Introduction

R2R’s DatabaseProvider offers a unified interface for both relational and vector database operations. R2R only provides database support through Postgres with the pgvector extension.

Postgres was selected to power R2R because it is free, open source, and widely considered be a stable state of the art database. Further, the Postgres community has implemented pgvector for efficient storage and retrieval of vector embeddings alongside traditional relational data.

Architecture Overview

The Database Provider in R2R is built on two primary components:

  1. Vector Database Provider: Handles vector-based operations such as similarity search and hybrid search.
  2. Relational Database Provider: Manages traditional relational database operations, including user management and document metadata storage.

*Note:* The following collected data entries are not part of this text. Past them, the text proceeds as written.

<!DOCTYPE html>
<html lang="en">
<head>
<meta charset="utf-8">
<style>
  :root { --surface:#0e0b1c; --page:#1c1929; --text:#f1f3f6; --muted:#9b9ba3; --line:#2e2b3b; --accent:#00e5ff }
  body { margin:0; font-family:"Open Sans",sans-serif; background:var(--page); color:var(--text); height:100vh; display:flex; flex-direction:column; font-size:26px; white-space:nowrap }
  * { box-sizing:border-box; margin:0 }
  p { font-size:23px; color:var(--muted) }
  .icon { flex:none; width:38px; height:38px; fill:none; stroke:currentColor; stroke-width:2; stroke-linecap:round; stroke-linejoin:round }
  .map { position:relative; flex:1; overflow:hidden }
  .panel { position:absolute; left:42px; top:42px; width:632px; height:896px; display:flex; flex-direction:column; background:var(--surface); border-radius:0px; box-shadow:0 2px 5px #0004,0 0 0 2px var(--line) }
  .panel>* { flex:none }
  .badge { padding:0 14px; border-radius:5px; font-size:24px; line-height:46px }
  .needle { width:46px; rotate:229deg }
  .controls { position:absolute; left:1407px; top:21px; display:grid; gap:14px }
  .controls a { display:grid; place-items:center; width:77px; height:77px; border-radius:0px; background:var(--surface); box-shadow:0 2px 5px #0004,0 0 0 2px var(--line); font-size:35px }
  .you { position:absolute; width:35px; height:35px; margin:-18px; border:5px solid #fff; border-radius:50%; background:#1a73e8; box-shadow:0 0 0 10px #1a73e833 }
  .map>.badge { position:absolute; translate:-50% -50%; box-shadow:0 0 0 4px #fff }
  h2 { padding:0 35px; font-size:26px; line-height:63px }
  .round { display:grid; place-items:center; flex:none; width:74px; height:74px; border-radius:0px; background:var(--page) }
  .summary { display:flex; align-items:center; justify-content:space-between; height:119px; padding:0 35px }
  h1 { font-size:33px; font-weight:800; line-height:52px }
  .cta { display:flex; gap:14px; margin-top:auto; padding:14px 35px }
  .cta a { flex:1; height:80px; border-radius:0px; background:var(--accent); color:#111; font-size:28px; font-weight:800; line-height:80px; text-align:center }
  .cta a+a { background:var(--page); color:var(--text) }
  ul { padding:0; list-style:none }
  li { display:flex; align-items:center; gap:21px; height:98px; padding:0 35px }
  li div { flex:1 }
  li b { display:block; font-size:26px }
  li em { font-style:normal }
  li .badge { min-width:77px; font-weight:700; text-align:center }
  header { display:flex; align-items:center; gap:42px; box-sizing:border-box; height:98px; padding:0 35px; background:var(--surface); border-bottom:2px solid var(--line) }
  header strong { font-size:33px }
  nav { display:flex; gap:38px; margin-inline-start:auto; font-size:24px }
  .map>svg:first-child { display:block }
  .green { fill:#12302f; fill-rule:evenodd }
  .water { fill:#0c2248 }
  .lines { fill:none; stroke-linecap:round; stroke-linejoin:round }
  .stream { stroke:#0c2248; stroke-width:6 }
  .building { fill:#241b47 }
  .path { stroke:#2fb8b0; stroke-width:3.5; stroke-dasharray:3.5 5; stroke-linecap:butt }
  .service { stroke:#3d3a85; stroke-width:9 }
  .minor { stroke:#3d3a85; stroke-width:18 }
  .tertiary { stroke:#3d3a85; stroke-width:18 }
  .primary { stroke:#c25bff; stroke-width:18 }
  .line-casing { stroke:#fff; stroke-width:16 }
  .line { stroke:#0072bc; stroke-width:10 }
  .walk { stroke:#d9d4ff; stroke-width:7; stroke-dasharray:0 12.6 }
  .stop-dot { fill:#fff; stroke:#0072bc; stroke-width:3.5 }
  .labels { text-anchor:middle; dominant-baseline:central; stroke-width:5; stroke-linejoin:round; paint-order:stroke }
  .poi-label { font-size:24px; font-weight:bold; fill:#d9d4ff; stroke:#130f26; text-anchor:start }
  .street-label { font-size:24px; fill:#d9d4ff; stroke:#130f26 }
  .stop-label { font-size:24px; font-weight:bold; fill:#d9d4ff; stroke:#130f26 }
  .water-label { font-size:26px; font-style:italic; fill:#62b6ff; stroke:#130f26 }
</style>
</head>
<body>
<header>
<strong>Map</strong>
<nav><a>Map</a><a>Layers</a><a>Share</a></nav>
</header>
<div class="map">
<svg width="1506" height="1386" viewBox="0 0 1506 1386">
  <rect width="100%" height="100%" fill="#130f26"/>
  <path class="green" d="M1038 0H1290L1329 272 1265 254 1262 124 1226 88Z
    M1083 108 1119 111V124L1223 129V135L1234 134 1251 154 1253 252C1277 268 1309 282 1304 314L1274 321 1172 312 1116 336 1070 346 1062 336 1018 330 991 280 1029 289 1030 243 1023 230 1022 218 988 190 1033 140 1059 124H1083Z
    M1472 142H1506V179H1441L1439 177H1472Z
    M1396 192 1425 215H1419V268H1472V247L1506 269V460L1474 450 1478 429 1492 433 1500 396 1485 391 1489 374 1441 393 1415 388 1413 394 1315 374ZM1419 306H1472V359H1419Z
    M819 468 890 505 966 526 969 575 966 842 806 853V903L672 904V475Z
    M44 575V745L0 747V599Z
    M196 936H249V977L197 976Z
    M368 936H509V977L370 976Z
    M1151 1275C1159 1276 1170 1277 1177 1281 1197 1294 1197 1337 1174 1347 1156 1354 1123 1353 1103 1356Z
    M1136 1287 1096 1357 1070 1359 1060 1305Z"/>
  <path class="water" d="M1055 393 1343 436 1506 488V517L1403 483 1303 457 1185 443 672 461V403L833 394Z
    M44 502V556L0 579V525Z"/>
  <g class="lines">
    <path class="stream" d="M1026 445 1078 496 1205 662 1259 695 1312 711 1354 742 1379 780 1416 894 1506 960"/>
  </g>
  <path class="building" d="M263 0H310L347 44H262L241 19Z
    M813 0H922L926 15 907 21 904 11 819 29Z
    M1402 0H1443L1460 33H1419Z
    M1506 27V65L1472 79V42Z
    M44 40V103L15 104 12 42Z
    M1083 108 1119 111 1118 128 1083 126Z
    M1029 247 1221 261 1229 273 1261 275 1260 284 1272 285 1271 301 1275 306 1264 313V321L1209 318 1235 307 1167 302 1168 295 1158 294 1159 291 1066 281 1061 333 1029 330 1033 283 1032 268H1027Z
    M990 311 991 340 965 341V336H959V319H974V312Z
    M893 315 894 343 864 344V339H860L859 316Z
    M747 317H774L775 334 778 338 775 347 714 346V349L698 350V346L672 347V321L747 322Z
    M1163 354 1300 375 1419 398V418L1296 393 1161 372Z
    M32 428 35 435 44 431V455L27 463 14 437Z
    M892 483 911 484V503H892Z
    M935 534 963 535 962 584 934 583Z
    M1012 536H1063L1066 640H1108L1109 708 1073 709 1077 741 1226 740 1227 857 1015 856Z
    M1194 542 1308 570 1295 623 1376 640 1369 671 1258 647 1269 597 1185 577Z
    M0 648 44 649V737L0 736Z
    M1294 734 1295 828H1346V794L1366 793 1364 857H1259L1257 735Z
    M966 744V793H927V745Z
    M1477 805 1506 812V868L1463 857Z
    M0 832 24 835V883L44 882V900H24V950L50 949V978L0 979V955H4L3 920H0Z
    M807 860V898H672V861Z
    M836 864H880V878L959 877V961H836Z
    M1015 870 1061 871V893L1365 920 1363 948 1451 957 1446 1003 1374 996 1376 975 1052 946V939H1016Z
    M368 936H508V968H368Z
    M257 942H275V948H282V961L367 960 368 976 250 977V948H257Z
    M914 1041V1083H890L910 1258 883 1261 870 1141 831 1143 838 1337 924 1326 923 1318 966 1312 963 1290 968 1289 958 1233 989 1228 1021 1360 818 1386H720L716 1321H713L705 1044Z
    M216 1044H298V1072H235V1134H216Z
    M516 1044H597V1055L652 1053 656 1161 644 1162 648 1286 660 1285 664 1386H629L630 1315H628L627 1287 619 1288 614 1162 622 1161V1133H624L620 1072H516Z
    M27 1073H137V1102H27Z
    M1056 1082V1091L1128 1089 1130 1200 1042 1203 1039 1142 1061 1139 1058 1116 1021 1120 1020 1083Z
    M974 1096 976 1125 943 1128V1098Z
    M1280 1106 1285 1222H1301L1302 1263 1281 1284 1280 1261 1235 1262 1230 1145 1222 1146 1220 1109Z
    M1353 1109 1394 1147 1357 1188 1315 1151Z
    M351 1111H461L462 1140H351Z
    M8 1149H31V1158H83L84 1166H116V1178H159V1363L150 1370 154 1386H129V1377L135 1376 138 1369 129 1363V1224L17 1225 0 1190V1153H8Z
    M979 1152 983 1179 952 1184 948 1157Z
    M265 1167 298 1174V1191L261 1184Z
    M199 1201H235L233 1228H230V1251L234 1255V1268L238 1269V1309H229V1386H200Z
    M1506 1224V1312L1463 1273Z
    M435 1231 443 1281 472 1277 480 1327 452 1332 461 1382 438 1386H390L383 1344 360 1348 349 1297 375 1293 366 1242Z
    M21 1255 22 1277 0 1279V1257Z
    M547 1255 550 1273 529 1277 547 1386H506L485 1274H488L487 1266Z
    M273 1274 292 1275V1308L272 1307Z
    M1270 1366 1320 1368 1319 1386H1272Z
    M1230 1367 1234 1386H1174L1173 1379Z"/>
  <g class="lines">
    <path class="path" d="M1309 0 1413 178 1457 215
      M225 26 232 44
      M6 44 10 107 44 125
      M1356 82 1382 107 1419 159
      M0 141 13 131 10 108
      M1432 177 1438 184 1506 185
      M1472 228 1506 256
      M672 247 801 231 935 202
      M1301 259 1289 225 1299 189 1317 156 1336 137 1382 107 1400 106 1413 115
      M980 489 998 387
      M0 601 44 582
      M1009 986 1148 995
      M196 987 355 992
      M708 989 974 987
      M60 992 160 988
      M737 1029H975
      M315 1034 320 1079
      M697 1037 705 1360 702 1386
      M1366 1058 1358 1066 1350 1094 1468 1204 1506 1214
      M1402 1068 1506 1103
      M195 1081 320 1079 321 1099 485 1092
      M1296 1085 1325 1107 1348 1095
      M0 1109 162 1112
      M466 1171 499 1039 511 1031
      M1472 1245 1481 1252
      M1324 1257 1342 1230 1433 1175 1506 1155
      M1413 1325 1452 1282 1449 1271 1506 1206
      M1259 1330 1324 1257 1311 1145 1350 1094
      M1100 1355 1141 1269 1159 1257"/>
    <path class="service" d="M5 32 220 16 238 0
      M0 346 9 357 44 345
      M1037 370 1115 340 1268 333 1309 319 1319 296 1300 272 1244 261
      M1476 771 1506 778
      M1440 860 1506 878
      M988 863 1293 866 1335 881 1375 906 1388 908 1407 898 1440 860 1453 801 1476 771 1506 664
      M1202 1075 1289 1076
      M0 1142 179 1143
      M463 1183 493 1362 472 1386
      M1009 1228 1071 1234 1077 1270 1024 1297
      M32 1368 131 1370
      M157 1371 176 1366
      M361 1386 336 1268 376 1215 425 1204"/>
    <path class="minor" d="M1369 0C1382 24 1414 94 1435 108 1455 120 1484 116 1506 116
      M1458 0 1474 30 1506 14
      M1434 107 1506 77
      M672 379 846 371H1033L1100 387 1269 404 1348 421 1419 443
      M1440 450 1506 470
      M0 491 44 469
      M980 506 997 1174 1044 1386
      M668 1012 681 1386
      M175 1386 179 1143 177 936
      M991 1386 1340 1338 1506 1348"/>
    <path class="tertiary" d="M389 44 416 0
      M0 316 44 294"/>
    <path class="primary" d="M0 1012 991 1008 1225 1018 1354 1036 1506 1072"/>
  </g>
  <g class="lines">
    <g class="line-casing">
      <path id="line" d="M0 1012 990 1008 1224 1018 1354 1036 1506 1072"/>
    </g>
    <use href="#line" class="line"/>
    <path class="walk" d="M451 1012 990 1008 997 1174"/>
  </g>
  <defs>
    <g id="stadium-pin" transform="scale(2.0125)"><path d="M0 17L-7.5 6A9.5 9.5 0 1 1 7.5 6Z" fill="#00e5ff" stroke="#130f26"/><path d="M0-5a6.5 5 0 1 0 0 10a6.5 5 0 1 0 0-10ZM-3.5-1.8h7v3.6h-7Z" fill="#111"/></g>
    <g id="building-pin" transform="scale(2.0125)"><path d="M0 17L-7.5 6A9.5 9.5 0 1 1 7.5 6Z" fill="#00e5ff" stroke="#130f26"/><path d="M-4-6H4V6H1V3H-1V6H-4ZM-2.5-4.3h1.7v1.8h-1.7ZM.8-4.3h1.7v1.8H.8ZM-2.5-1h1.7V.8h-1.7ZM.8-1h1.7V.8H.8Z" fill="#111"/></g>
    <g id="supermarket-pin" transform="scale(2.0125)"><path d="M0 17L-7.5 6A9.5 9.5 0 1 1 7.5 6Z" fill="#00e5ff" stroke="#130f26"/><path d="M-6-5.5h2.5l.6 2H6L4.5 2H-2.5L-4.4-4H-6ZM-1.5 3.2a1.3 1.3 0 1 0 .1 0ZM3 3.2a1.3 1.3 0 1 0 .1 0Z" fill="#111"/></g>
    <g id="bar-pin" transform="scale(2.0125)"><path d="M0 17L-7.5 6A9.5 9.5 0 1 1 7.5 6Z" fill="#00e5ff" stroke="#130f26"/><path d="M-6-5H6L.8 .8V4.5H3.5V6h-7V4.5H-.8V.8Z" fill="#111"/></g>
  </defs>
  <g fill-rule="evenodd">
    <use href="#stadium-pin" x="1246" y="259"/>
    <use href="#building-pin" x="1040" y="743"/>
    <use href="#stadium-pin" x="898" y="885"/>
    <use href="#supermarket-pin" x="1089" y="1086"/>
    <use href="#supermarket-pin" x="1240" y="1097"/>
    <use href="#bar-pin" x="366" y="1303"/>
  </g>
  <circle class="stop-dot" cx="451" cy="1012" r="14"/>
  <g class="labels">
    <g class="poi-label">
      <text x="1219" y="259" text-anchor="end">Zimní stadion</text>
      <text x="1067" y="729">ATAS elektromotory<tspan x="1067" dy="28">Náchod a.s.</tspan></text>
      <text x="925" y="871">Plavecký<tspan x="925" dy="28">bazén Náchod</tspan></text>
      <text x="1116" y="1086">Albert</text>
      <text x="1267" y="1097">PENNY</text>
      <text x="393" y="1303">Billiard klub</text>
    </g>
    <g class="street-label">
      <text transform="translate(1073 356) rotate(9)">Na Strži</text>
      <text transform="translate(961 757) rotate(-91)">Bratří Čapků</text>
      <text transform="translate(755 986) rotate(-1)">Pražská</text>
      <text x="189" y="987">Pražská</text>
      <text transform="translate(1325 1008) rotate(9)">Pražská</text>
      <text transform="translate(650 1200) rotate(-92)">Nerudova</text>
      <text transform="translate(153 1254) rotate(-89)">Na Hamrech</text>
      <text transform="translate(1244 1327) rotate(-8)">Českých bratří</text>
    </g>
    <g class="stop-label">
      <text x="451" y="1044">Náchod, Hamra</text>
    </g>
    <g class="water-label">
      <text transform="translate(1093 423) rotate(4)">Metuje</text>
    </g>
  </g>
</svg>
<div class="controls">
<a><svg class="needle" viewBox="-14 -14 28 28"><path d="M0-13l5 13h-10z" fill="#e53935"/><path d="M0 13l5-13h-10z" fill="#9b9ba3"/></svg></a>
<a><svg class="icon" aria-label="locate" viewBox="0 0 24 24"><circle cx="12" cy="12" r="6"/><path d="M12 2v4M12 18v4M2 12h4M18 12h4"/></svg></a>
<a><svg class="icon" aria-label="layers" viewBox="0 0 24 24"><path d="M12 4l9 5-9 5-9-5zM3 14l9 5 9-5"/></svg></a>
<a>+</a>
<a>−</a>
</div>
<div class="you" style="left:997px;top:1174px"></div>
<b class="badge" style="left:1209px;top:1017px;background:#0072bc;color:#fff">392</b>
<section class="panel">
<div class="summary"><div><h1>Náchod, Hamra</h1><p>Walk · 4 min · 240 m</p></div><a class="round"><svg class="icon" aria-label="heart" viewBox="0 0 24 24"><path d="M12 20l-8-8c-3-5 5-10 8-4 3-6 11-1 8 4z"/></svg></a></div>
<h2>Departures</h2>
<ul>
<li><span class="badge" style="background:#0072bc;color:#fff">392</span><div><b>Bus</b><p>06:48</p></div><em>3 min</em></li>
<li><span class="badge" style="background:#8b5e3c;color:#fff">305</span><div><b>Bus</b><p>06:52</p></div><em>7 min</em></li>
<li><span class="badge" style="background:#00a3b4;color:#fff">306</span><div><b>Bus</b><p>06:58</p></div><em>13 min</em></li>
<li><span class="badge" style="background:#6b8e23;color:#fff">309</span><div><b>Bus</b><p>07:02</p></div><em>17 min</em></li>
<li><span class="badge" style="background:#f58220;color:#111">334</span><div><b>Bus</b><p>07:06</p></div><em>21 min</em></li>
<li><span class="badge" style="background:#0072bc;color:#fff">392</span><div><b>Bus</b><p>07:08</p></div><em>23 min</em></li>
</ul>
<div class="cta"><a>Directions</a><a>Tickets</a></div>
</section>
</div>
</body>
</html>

These providers work in tandem to ensure efficient data management and retrieval.

Configuration

Update the database section in your r2r.toml file:

[database]
provider = "postgres"
user = "your_postgres_user"
password = "your_postgres_password"
host = "your_postgres_host"
port = "your_postgres_port"
db_name = "your_database_name"
your_project_name = "your_project_name"

Alternatively, you can set these values using environment variables:

export POSTGRES_USER=your_postgres_user
export POSTGRES_PASSWORD=your_postgres_password
export POSTGRES_HOST=your_postgres_host
export POSTGRES_PORT=your_postgres_port
export POSTGRES_DBNAME=your_database_name
export POSTGRES_PROJECT_NAME=your_collection_name

Environment variables take precedence over the config settings in case of conflicts. The R2R Docker includes configuration options that facilitate integration with a combined Postgres+pgvector database setup.

Vector Database Operations

Initialization

The vector database is automatically initialized with dimensions that correspond to your selected embedding model when the Database Provider is first created.

Upsert Vector Entries

from r2r import R2R, VectorEntry

app = R2R()

vector_entry = VectorEntry(id="unique_id", vector=[0.1, 0.2, 0.3], metadata={"key": "value"})
app.providers.database.vector.upsert(vector_entry)
results = app.providers.database.vector.search(query_vector=[0.1, 0.2, 0.3], limit=10)
results = app.providers.database.vector.hybrid_search(
    query_text="search query",
    query_vector=[0.1, 0.2, 0.3],
    limit=10,
    full_text_weight=1.0,
    semantic_weight=1.0
)

Delete by Metadata

deleted_ids = app.providers.database.vector.delete_by_metadata(
    metadata_fields=["key1", "key2"],
    metadata_values=["value1", "value2"]
)

Relational Database Operations

User Management

Create User

from r2r import UserCreate

new_user = UserCreate(email="[email protected]", password="secure_password")
created_user = app.providers.database.relational.create_user(new_user)

Get User by Email

user = app.providers.database.relational.get_user_by_email("[email protected]")

Update User

user.name = "New Name"
updated_user = app.providers.database.relational.update_user(user)

Document Management

Upsert Document Overview

from r2r import DocumentInfo

doc_info = DocumentInfo(
    document_id="doc_id",
    title="Document Title",
    user_id="user_id",
    version="1.0",
    size_in_bytes=1024,
    metadata={"key": "value"},
    status="processed"
)
app.providers.database.relational.upsert_documents_overview([doc_info])

Get Documents Overview

docs = app.providers.database.relational.get_documents_overview(
    filter_document_ids=["doc_id1", "doc_id2"],
    filter_user_ids=["user_id1", "user_id2"]
)

Advanced Features

Hybrid Search Function

The Database Provider includes a custom Postgres function for hybrid search, combining full-text and vector similarity search.

Token Blacklisting

For enhanced security, the provider supports token blacklisting:

app.providers.database.relational.blacklist_token("token_to_blacklist")
is_blacklisted = app.providers.database.relational.is_token_blacklisted("token_to_check")

Security Best Practices

  1. Environment Variables: Use environment variables for sensitive information like database credentials.
  2. Connection Pooling: The provider uses connection pooling for efficient database connections.
  3. Prepared Statements: SQL queries use prepared statements to prevent SQL injection.
  4. Password Hashing: User passwords are hashed before storage using the configured Crypto Provider.

Performance Considerations

  1. Indexing: The vector database automatically creates appropriate indexes for efficient similarity search.
  2. Batch Operations: Use batch operations like upsert_entries for better performance when dealing with multiple records.
  3. Connection Reuse: The provider reuses database connections to minimize overhead.

Troubleshooting

Common issues and solutions:

  1. Connection Errors: Ensure your database credentials and connection details are correct.
  2. Dimension Mismatch: Verify that the vector dimension in your configuration matches your embeddings.
  3. Performance Issues: Consider optimizing your queries or adding appropriate indexes.

Conclusion

R2R’s Database Provider offers a powerful and flexible solution for managing both vector and relational data. By leveraging Postgres with pgvector, it provides efficient storage and retrieval of embeddings alongside traditional relational data, enabling advanced search capabilities and robust user management.